I went out this morning with a pocket compass and walked in a varying direction, perhaps on an average S. by W., 1754 paces. Then I struck into the bush, N.W. by N., hoping to strike the Vaituliga above the falls. Now I have it plotted out I see I should have gone W. or even W. by S.; but it is not easy to guess. For 600 weary paces I struggled through the bush, and then came on the stream below the gorge, where it was comparatively easy to get down to it. In the place where I struck it, it made cascades about a little isle, and was running about N.E., 20 to 30 feet wide, as deep as to my knee, and piercing cold. I tried to follow it down, and keep the run of its direction and my paces; but when I was wading to the knees and the waist in mud, poison brush, and rotted wood, bound hand and foot in lianas, shovelled unceremoniously off the one shore and driven to try my luck upon the other - I saw I should have hard enough work to get my body down, if my mind rested. It was a damnable walk; certainly not half a mile as the crow flies, but a real bucketer for hardship. Once I had to pass the stream where it flowed between banks about three feet high. To get the easier down, I swung myself by a wild-cocoanut - (so called, it bears bunches of scarlet nutlets) - which grew upon the brink. As I so swung, I received a crack on the head that knocked me all abroad. Impossible to guess what tree had taken a shy at me. So many towered above, one over the other, and the missile, whatever it was, dropped in the stream and was gone before I had recovered my wits. (I scarce know what I write, so hideous a Niagara of rain roars, shouts, and demonizes on the iron roof - it is pitch dark too - the lamp lit at 5!) It was a blessed thing when I struck my own road; and I got home, neat for lunch time, one of the most wonderful mud statues ever witnessed. In the afternoon I tried again, going up the other path by the garden, but was early drowned out; came home, plotted out what I had done, and then wrote this truck to you.

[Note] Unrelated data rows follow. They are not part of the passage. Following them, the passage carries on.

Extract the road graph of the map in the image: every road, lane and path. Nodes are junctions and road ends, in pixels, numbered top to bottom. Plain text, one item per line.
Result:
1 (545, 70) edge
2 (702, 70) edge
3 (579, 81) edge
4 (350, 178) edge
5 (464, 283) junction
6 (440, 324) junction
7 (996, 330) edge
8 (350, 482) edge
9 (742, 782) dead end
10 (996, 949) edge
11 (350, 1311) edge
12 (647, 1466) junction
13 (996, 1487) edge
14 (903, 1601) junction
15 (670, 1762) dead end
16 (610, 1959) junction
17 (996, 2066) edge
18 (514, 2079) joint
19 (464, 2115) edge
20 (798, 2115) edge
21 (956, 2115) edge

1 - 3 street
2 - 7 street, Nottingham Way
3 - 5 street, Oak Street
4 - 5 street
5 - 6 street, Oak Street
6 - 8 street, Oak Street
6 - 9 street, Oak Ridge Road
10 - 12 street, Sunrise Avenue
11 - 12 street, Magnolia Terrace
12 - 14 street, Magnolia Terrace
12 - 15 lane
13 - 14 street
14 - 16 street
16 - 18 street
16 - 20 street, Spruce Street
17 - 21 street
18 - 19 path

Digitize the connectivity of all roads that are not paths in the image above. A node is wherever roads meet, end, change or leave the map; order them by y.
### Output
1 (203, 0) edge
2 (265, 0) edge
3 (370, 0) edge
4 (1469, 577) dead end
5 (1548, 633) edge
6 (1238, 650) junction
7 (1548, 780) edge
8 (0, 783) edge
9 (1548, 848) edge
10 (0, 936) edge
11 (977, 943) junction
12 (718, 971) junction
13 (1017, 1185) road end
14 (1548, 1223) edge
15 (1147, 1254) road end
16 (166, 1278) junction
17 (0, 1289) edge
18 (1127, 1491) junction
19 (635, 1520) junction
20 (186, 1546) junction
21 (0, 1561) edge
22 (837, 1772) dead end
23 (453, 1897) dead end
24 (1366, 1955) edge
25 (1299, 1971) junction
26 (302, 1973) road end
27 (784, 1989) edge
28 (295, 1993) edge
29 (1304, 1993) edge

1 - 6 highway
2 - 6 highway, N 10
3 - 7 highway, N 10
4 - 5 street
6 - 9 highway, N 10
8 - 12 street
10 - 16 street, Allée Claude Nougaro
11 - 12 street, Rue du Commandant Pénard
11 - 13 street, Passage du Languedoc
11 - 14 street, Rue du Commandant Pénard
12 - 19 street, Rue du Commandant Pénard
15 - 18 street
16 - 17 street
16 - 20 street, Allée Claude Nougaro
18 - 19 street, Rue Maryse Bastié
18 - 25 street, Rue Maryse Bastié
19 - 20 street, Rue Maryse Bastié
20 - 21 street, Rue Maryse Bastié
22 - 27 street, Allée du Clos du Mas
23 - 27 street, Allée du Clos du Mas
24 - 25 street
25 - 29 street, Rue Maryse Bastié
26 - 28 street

Fanny has been quite ill with ear-ache. She won’t go, hating the sea at this wild season; I don’t like to leave her; so it drones on, steamer after steamer, and I guess it’ll end by no one going at all. She is in a dreadful misfortune at this hour; a case of kerosene having burst in the kitchen. A little while ago it was the carpenter’s horse that trod in a nest of fourteen eggs, and made an omelette of our hopes. The farmer’s lot is not a happy one. And it looks like some real uncompromising bad weather too. I wish Fanny’s ear were well. Think of parties in Monuments! think of me in Skerryvore, and now of this. It don’t look like a part of the same universe to me. Work is quite laid aside; I have worked myself right out.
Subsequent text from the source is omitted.